> _Source material_:
= = =

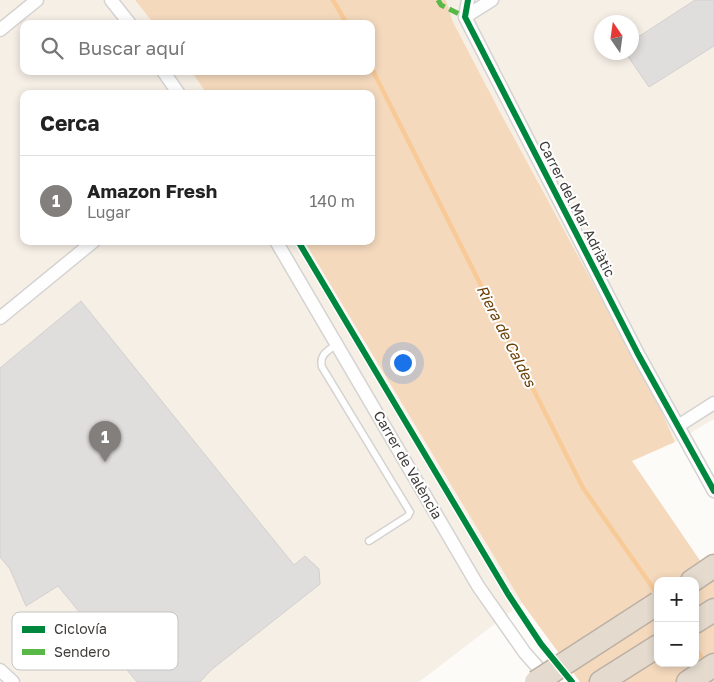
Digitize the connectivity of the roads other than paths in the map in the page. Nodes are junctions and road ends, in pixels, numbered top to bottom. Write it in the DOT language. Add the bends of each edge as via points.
graph roads {
  1 [pos="37,0"];
  2 [pos="111,0"];
  3 [pos="468,0"];
  4 [pos="492,0"];
  5 [pos="465,17"];
  6 [pos="127,20"];
  7 [pos="0,30"];
  8 [pos="166,75"];
  9 [pos="176,90"];
  10 [pos="89,245"];
  11 [pos="278,245"];
  12 [pos="0,318"];
  13 [pos="337,344"];
  14 [pos="714,403"];
  15 [pos="678,426"];
  16 [pos="714,491"];
  17 [pos="369,541"];
  18 [pos="714,566"];
  19 [pos="698,577"];
  20 [pos="654,606"];
  21 [pos="714,610"];
  22 [pos="699,619"];
  23 [pos="654,649"];
  24 [pos="714,665"];
  25 [pos="0,670"];
  26 [pos="13,682"];
  27 [pos="536,682"];
  28 [pos="550,682"];
  29 [pos="601,682"];
  30 [pos="688,682"];
  1 -- 7 [label="street"];
  2 -- 6 [label="street"];
  3 -- 5 [label="street"];
  4 -- 5 [label="street"];
  5 -- 15 [label="street, Carrer del Mar Adriàtic"];
  8 -- 9 [label="street"];
  10 -- 12 [label="street"];
  11 -- 13 [label="street, Carrer de València"];
  13 -- 17 [label="lane" via="323,353 322,367 410,512"];
  13 -- 28 [label="street, Carrer de València" via="478,586 525,653"];
  14 -- 15 [label="street"];
  15 -- 16 [label="street, Carrer del Mar Adriàtic"];
  18 -- 19 [label="highway"];
  20 -- 27 [label="highway, bridge"];
  21 -- 22 [label="highway"];
  23 -- 29 [label="highway"];
  24 -- 30 [label="highway"];
  25 -- 26 [label="street"];
}
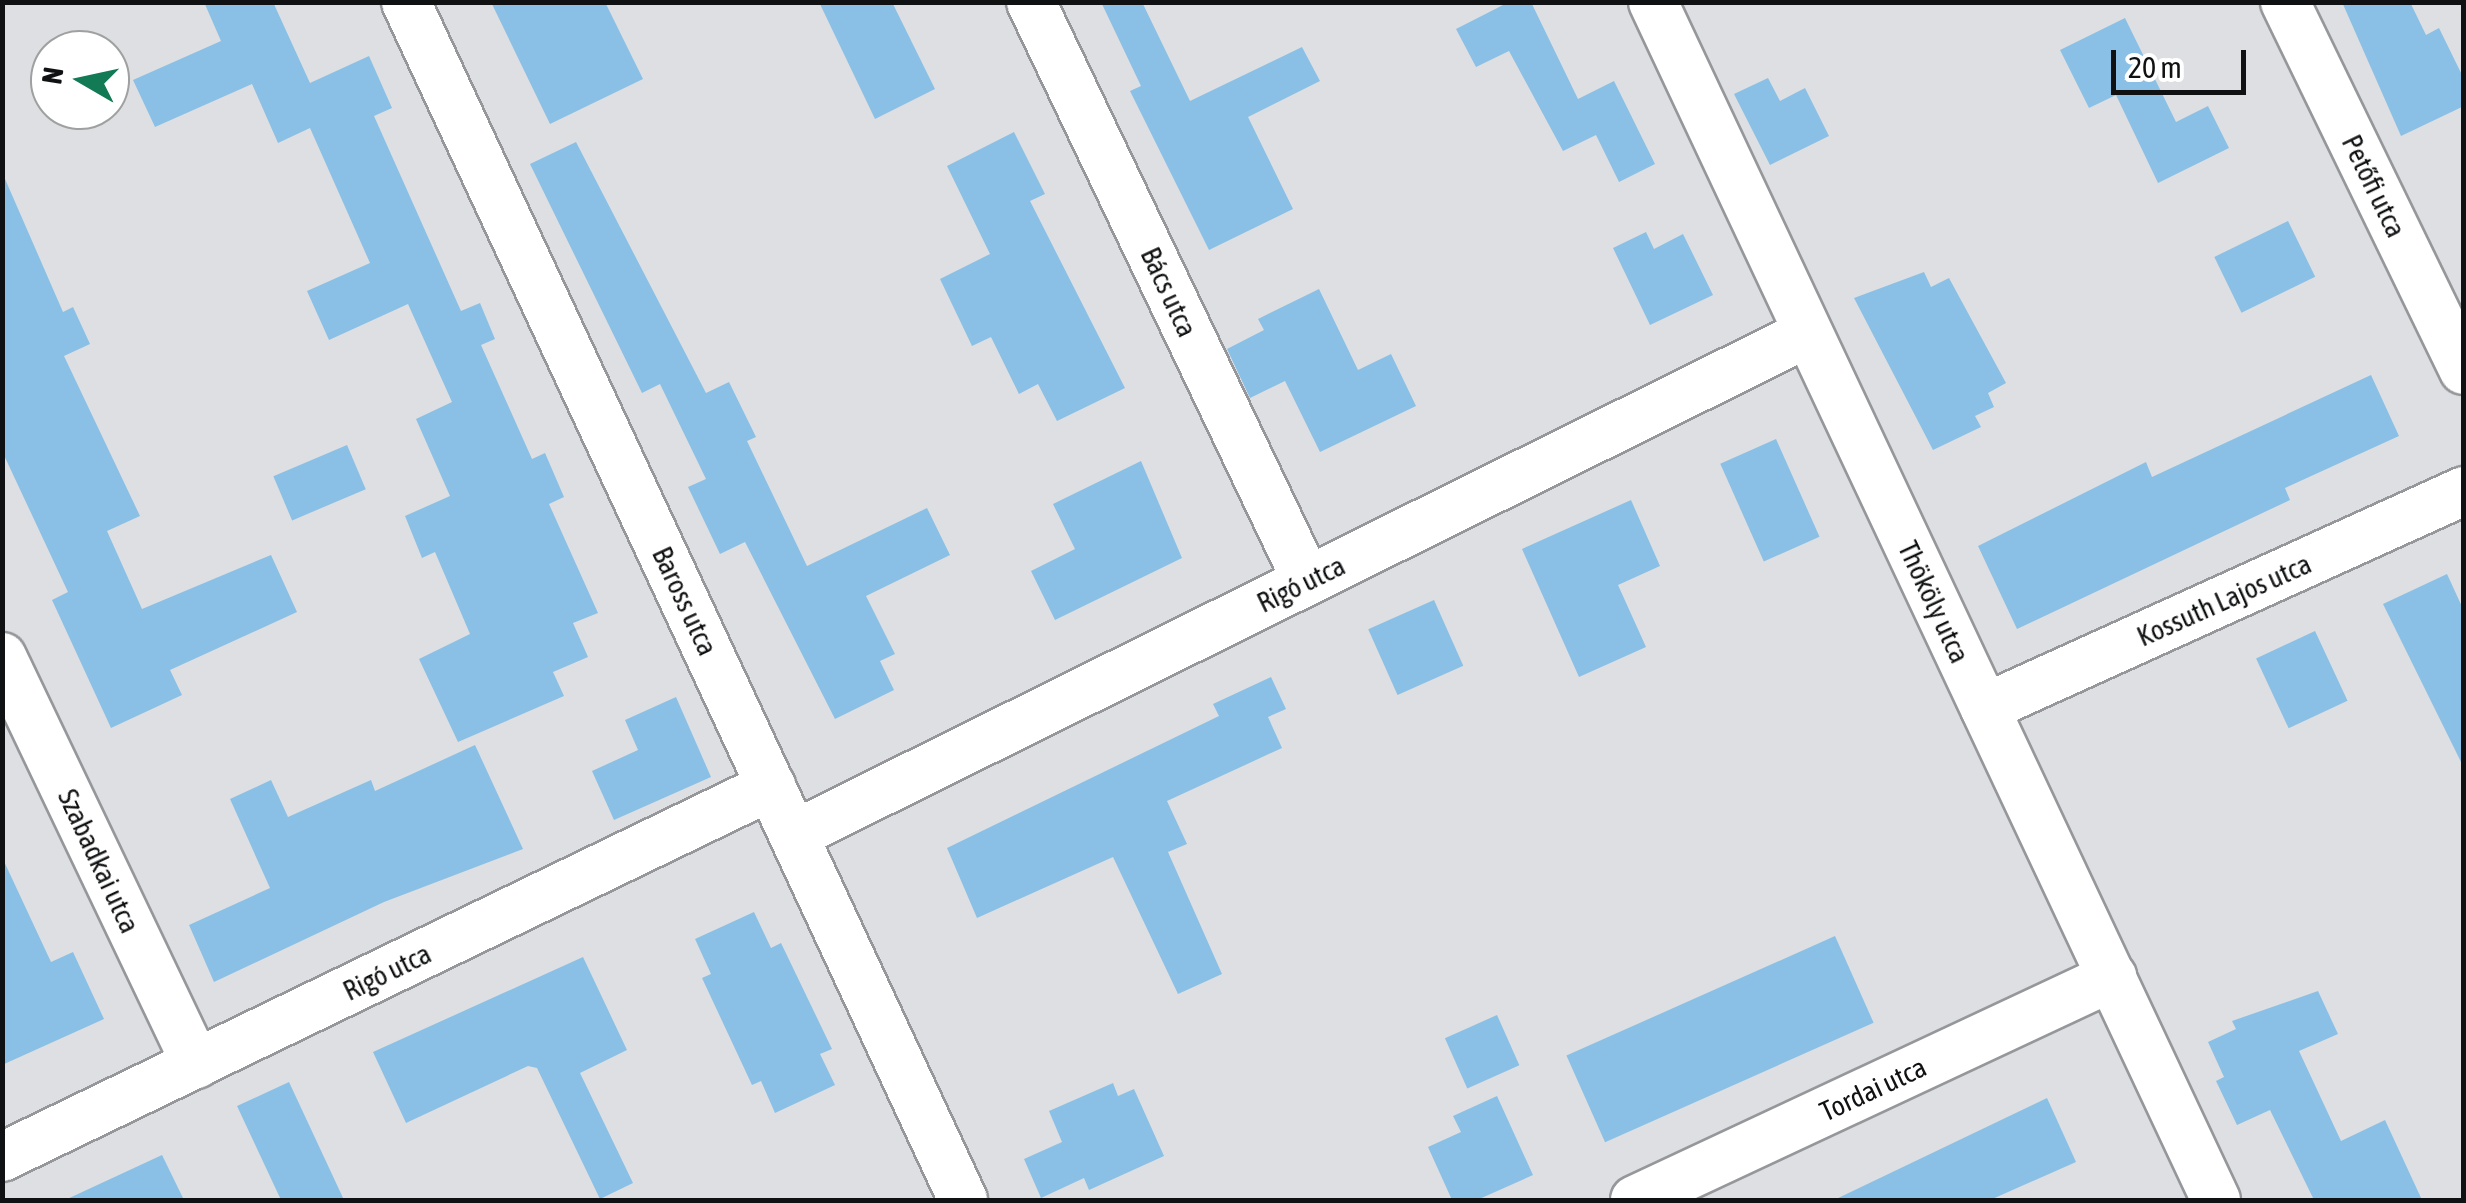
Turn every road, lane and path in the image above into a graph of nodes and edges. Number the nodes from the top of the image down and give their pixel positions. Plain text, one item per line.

= = =

> _Problem details_:
Please retype the material in full, exactly as it reads, apart from the images.

> _Exercise output_:
Digitize the connectivity of the roads other than paths in the map in the page. Nodes are junctions and road ends, in pixels, numbered top to bottom. Write it in the DOT language. Add the bends of each edge as via points.
graph roads {
  1 [pos="37,0"];
  2 [pos="111,0"];
  3 [pos="468,0"];
  4 [pos="492,0"];
  5 [pos="465,17"];
  6 [pos="127,20"];
  7 [pos="0,30"];
  8 [pos="166,75"];
  9 [pos="176,90"];
  10 [pos="89,245"];
  11 [pos="278,245"];
  12 [pos="0,318"];
  13 [pos="337,344"];
  14 [pos="714,403"];
  15 [pos="678,426"];
  16 [pos="714,491"];
  17 [pos="369,541"];
  18 [pos="714,566"];
  19 [pos="698,577"];
  20 [pos="654,606"];
  21 [pos="714,610"];
  22 [pos="699,619"];
  23 [pos="654,649"];
  24 [pos="714,665"];
  25 [pos="0,670"];
  26 [pos="13,682"];
  27 [pos="536,682"];
  28 [pos="550,682"];
  29 [pos="601,682"];
  30 [pos="688,682"];
  1 -- 7 [label="street"];
  2 -- 6 [label="street"];
  3 -- 5 [label="street"];
  4 -- 5 [label="street"];
  5 -- 15 [label="street, Carrer del Mar Adriàtic"];
  8 -- 9 [label="street"];
  10 -- 12 [label="street"];
  11 -- 13 [label="street, Carrer de València"];
  13 -- 17 [label="lane" via="323,353 322,367 410,512"];
  13 -- 28 [label="street, Carrer de València" via="478,586 525,653"];
  14 -- 15 [label="street"];
  15 -- 16 [label="street, Carrer del Mar Adriàtic"];
  18 -- 19 [label="highway"];
  20 -- 27 [label="highway, bridge"];
  21 -- 22 [label="highway"];
  23 -- 29 [label="highway"];
  24 -- 30 [label="highway"];
  25 -- 26 [label="street"];
}
Turn every road, lane and path in the image above into a graph of nodes and edges. Number the nodes from the top of the image down and give their pixel positions. Plain text, one item per line.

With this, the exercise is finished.